I also appreciate this site tremendously and I feel that I have made better financial decisions too. I usually pop in every day for over a year now.
Just remember everyone, that this has been the biggest and longest housing bubble ever in this country’s history. To think that its gonna take only 1-3 years to bottom is a little naive considering that the last correction took about 6 years (1990-1996) and that was following a 4-5 year bubble(1985-1990). This has been a 10 year bubble period. (1996-2006). I just think it is possible that we won’t see a bottom until after 2010, maybe up to 2012. Housing prices aren’t falling as fast as we thought they would, and they haven’t really fallen that much at all, yet…
Maybe this will be different due to MASS foreclosures and “internet awareness”, but I expect the fed + current homeowners + the whole RE industry/home builders/lenders to come up with numerous ways along the road to try and prevent economic nature from running its course so that they can lock in profits, buy time to get out, keep shareholders invested, or postpone the inevitable, and blame the next guy or pass the buck.

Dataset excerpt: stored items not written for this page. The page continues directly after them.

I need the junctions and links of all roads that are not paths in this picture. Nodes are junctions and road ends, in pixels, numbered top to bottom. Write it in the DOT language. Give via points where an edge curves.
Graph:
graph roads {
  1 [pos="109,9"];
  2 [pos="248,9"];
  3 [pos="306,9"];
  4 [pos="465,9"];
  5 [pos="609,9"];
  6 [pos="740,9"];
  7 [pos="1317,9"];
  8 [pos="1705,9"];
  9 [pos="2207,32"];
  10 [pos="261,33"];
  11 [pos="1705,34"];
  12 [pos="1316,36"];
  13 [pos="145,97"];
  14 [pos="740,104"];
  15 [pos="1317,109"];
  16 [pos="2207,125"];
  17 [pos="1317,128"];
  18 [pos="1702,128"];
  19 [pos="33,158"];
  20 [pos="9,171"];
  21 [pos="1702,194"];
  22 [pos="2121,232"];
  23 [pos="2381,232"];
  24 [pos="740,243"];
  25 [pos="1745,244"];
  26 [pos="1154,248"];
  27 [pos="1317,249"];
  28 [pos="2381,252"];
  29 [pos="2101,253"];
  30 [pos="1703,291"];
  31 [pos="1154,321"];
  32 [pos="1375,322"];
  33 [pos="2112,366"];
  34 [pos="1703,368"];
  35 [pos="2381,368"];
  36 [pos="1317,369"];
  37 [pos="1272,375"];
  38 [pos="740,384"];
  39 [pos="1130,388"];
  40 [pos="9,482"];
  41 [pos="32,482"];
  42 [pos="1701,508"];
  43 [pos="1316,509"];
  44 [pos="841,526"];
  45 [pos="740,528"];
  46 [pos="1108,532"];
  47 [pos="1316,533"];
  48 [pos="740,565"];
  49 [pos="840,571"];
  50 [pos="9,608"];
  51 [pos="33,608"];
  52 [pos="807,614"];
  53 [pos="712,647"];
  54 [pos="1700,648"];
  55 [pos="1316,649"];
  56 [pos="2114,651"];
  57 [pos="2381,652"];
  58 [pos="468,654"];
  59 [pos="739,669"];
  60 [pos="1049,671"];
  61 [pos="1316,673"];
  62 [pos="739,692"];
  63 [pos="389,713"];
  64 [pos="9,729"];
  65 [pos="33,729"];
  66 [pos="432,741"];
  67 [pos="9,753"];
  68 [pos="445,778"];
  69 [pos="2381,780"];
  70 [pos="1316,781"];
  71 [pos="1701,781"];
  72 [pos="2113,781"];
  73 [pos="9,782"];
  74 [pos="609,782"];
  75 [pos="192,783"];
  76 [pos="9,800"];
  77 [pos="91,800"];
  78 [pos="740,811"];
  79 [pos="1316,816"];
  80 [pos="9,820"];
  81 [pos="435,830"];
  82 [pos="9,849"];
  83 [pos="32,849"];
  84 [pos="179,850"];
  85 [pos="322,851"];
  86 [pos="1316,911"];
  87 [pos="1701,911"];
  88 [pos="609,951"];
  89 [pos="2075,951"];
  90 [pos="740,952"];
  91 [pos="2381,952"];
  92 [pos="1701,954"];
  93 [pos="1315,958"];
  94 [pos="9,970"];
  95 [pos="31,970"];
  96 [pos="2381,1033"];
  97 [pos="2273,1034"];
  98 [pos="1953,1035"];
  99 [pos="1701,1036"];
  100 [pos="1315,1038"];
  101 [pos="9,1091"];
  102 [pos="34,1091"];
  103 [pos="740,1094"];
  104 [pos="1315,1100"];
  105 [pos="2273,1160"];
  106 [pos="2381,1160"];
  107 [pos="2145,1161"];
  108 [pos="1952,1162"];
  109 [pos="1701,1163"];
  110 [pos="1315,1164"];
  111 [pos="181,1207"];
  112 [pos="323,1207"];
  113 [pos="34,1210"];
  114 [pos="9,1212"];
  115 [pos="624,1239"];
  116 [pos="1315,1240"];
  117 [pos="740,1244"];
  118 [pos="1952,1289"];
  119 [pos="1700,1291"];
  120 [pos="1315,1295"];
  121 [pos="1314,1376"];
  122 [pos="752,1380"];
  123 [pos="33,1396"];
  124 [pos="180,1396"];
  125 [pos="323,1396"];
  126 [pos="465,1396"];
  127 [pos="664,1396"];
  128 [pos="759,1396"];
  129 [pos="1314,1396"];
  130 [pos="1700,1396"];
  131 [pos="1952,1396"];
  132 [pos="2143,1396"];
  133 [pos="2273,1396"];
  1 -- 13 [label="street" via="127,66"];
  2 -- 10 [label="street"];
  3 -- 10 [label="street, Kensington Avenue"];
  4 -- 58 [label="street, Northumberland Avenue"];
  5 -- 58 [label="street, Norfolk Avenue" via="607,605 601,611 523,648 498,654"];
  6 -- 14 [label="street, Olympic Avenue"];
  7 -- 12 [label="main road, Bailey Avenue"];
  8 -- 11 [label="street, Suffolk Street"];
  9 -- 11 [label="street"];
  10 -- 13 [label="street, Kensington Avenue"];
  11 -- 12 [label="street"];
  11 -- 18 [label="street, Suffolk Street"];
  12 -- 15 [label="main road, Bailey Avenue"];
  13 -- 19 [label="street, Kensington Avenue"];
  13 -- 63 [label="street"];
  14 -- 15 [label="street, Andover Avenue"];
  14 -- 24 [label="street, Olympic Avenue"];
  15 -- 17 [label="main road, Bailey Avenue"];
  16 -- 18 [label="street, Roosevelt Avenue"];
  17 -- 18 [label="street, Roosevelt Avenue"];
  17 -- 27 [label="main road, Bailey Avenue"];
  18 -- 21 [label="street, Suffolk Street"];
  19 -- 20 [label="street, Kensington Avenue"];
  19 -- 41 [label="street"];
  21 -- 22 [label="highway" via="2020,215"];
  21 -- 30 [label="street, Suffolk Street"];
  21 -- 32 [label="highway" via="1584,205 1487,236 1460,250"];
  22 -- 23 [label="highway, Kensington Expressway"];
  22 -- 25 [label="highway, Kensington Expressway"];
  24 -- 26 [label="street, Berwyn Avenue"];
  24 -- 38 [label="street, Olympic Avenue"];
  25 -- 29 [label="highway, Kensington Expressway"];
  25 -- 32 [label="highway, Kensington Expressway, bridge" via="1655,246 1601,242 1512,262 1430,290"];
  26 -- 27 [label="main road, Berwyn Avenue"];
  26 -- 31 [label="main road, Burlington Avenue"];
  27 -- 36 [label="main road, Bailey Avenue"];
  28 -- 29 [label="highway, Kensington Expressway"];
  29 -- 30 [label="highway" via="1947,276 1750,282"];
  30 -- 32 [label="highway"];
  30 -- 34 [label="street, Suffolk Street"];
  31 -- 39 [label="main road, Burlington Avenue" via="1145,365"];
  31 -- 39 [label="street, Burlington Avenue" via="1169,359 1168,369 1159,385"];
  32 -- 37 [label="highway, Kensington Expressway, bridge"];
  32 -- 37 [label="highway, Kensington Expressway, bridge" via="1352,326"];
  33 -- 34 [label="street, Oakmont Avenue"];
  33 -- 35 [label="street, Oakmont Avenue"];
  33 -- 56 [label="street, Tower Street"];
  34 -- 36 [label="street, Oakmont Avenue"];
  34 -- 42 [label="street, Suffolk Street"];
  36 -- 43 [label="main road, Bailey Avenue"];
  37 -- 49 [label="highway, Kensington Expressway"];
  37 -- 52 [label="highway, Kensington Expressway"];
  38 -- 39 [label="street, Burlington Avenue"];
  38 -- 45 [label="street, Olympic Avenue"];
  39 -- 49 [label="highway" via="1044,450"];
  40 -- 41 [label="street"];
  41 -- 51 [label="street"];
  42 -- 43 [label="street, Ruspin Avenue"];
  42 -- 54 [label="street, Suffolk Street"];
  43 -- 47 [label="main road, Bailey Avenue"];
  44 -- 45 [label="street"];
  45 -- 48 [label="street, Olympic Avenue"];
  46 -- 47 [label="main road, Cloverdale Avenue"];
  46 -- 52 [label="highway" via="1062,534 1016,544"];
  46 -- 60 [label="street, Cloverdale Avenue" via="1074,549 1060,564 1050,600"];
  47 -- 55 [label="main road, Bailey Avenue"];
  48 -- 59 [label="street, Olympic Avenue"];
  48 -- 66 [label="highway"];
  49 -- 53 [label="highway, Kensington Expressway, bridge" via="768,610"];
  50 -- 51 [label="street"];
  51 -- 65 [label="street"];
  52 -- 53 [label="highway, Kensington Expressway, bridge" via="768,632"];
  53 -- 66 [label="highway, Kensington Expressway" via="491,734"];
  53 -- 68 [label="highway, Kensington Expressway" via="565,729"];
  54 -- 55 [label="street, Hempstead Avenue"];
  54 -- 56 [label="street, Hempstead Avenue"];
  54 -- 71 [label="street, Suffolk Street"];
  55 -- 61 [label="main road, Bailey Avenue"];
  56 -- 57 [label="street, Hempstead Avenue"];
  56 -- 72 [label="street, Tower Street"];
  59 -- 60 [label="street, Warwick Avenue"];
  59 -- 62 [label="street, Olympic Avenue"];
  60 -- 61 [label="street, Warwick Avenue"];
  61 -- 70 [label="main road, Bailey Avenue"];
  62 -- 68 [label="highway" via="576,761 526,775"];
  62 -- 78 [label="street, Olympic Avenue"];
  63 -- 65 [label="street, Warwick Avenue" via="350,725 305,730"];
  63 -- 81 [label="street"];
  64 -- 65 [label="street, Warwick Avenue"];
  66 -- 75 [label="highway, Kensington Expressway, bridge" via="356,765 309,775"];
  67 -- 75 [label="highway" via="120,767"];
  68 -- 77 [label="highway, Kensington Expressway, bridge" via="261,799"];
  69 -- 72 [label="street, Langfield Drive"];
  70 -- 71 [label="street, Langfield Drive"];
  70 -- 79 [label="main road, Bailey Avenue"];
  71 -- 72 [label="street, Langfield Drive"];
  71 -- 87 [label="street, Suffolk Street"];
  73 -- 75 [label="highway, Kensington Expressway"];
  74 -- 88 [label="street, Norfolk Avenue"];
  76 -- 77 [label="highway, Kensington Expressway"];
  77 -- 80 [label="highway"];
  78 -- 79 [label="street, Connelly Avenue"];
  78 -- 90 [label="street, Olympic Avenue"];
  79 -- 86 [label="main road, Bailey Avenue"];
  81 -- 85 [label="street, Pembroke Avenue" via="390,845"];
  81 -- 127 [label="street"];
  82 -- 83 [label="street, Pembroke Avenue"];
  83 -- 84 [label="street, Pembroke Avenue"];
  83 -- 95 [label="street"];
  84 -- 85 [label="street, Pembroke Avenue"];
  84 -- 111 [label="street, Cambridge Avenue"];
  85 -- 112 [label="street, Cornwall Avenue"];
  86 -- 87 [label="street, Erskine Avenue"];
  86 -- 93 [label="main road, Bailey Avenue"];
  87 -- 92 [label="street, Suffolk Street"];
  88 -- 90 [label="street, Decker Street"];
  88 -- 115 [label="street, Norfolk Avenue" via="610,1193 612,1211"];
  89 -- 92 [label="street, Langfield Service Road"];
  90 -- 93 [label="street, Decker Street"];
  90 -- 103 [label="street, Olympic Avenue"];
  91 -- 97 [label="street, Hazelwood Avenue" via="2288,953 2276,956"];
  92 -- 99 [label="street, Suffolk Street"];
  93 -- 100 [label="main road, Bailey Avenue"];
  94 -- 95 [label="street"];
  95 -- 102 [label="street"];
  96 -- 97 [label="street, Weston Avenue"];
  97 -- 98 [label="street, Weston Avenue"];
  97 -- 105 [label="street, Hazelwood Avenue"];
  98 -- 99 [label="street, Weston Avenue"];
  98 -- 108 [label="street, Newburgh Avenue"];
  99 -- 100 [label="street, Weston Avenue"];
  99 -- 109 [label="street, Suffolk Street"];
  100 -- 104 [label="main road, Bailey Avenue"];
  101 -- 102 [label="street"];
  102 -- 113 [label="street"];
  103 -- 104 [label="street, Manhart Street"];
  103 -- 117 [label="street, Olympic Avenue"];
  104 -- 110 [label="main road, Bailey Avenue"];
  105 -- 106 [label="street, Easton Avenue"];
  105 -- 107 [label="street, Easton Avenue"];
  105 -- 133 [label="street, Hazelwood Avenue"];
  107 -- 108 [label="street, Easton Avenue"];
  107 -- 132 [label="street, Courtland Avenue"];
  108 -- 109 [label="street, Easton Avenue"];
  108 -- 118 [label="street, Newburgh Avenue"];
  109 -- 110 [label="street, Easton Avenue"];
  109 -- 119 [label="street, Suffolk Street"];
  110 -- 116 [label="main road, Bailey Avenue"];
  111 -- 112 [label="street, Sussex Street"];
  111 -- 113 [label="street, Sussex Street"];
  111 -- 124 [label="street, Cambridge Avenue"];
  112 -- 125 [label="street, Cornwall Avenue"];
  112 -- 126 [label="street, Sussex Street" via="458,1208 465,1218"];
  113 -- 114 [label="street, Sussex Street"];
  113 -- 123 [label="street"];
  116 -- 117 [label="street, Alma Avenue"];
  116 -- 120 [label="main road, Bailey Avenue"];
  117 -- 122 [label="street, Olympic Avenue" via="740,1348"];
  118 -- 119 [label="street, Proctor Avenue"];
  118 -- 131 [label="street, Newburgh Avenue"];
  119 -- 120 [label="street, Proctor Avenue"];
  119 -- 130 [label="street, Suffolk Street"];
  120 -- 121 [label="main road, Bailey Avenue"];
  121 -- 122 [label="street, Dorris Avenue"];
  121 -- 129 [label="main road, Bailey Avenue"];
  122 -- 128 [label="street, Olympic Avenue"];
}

If I had to guess what was more likely to happen in the next 6 months..
Scenario A: the dollar continues to lose value and inflation remains very high(higher than the fed wants us to believe) due to the fed creating even more credit and/or lowering rates again. This scenario would have its own problems, the first being that the purchasing power of the dollar is lost, thus goods and services cost more, and our quality of life suffers.
Scenario B: America gets smart, realizes its mistakes, and lets housing do its thing (collapse) and then the stock market follows, then employment follows eventually leading to a (somewhat healthy)recession. I call this the REAL wake up call.
I tend to think scenario B is the best thing to do, but I think scenario A is easier to do, and will catch less “flack” from investors/wall street. If they choose A, they can kind postpone scenario B, which someone else may have to deal with and take the blame for. BTW scenario A will make scenario B much worse. I think America needs a wake up call, but I’m afraid they don’t have the strength, so I will put my money on A for now.
Think its never been done before, Alan Greenspan did it for about 5 years, then handed a strong “looking” economy over to Bernake last year. Take away the easy credit(including subprime), and now how strong are we?
Hopefully this time, the housing correction happens faster than in the past, but I really don’t expect any big bargains in 08 or 09. Hopefully I’m wrong. Happy investing.